● **Task description**: Copy every line from the records that holds the word "Irvine".

[Saved data entries]
┄┄┄┄┄┄┄┄┄┄
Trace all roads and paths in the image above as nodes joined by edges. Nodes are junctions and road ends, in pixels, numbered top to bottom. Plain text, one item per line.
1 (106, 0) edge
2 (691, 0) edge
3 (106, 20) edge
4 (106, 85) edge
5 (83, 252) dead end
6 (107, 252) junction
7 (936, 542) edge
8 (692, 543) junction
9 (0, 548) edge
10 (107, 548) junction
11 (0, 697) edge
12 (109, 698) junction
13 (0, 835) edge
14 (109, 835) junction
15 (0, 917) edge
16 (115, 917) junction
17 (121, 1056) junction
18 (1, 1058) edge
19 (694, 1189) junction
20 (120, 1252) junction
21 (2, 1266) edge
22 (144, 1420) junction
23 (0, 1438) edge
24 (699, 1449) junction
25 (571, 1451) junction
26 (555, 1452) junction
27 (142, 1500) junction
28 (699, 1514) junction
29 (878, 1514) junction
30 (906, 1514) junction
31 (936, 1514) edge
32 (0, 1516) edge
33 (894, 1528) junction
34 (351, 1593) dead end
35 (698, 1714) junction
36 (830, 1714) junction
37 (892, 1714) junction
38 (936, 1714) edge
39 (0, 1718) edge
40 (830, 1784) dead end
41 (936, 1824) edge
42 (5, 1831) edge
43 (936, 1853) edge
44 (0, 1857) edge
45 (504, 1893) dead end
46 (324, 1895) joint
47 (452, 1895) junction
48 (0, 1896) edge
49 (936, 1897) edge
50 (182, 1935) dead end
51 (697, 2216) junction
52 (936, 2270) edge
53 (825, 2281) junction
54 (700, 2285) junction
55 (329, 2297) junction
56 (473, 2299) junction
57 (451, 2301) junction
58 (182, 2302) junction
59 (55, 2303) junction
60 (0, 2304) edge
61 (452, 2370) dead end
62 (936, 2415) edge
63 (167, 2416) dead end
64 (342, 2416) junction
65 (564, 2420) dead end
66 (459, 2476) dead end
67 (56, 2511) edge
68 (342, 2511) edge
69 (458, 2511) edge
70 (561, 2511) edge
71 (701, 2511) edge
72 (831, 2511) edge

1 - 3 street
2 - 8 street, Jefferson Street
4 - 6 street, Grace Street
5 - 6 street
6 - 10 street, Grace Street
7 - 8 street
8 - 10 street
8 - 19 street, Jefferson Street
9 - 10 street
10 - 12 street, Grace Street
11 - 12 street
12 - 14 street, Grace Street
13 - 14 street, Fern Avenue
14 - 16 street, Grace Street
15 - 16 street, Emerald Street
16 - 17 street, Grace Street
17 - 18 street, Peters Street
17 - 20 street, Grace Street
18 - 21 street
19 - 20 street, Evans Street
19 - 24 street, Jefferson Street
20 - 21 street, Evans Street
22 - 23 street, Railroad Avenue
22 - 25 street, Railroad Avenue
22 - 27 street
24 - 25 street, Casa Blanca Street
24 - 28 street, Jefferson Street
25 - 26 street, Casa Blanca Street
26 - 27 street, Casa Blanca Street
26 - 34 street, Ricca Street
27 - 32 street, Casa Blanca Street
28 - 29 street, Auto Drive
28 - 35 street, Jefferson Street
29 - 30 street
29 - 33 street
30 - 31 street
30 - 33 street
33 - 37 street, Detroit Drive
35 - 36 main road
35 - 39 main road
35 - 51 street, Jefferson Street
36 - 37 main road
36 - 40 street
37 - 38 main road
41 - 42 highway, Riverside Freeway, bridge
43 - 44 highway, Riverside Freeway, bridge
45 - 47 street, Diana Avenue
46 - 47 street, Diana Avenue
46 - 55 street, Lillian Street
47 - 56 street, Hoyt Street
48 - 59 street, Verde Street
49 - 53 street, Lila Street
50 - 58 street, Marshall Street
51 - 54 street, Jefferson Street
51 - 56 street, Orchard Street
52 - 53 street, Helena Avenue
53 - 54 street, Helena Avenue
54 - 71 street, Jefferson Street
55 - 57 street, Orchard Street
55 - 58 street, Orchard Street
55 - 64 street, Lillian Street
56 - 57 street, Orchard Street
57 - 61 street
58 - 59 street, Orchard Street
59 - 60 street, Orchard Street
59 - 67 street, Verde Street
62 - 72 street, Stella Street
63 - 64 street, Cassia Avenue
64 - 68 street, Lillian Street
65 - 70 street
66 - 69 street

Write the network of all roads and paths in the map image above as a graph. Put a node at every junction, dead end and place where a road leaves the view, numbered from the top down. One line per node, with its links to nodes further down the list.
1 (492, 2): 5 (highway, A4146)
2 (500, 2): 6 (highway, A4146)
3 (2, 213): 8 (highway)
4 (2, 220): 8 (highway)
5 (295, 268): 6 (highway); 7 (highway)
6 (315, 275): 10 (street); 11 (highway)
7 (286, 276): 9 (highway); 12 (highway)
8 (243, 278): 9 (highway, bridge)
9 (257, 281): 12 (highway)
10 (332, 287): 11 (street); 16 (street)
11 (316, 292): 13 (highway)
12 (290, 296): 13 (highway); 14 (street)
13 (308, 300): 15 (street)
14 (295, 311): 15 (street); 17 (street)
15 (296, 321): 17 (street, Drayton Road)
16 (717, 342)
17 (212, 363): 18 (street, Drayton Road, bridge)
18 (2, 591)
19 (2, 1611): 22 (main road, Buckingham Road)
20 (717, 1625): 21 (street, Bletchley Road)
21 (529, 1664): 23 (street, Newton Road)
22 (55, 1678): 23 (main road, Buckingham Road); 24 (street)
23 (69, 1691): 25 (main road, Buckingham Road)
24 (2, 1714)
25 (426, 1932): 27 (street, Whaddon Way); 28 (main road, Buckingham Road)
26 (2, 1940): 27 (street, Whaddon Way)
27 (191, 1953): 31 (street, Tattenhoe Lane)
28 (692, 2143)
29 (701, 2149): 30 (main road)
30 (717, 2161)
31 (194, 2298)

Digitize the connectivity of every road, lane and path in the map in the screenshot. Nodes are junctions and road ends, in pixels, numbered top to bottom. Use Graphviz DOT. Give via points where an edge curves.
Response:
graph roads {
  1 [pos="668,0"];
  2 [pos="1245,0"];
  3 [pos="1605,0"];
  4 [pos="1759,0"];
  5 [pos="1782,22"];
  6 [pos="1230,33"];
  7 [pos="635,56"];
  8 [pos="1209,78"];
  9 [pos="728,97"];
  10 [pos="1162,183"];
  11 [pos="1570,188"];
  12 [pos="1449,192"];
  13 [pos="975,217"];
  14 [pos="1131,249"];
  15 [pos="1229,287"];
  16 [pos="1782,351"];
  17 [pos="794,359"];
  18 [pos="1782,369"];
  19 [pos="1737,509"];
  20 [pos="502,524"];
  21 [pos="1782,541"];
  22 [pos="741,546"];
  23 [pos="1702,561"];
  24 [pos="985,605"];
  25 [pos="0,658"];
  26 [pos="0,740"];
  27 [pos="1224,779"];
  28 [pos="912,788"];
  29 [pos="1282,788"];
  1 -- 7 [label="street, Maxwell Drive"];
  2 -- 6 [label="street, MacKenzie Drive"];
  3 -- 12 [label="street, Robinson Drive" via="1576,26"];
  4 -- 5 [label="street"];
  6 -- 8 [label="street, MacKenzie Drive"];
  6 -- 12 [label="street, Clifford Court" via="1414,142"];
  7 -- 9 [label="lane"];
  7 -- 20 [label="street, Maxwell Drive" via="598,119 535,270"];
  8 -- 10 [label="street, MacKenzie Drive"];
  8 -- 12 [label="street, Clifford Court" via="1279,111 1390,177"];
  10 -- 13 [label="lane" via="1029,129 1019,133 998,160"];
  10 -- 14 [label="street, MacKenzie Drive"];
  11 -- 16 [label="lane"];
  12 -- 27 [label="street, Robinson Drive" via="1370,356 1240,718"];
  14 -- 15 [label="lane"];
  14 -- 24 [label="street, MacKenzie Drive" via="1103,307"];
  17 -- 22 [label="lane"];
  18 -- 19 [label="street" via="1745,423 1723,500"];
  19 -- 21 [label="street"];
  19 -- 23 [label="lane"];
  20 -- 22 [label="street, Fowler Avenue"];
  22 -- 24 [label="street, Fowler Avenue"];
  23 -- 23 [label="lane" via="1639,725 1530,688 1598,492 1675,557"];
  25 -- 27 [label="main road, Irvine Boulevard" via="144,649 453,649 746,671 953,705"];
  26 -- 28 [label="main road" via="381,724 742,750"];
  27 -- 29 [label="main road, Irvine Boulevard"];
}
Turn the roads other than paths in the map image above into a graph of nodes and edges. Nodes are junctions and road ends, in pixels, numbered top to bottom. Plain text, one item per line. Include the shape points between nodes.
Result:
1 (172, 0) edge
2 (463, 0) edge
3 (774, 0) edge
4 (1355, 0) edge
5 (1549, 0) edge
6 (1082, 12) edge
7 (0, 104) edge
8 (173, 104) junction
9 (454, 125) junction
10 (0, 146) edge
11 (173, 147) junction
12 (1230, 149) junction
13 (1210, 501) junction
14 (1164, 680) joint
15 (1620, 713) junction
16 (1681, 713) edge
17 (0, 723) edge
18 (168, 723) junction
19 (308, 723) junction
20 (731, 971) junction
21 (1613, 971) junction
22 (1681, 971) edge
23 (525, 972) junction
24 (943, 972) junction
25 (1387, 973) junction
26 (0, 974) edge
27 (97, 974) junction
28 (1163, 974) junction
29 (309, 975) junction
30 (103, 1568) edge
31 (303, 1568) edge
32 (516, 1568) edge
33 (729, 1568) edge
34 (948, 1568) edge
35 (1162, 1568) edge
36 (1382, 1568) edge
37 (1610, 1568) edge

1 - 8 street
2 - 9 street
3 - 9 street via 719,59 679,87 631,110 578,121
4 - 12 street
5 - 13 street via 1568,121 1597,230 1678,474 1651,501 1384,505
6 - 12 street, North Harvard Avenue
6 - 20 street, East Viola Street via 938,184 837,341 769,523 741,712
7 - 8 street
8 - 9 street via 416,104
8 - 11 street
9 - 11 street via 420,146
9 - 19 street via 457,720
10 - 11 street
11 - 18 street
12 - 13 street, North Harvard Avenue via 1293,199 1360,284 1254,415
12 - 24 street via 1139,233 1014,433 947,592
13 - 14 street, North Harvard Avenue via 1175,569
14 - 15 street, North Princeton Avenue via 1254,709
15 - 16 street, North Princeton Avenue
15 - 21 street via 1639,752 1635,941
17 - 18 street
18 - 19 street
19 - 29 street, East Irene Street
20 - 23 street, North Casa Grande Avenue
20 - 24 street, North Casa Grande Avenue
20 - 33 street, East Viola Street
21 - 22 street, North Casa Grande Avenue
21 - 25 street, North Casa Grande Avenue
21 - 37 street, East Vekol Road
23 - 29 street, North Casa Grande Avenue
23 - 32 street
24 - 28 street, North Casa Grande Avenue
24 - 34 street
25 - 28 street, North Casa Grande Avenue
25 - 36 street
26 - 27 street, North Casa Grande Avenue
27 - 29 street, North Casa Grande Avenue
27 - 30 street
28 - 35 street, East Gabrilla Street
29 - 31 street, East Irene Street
┄┄┄┄┄┄┄┄┄┄
● **Exercise output**:
  25 -- 27 [label="main road, Irvine Boulevard" via="144,649 453,649 746,671 953,705"];
  27 -- 29 [label="main road, Irvine Boulevard"];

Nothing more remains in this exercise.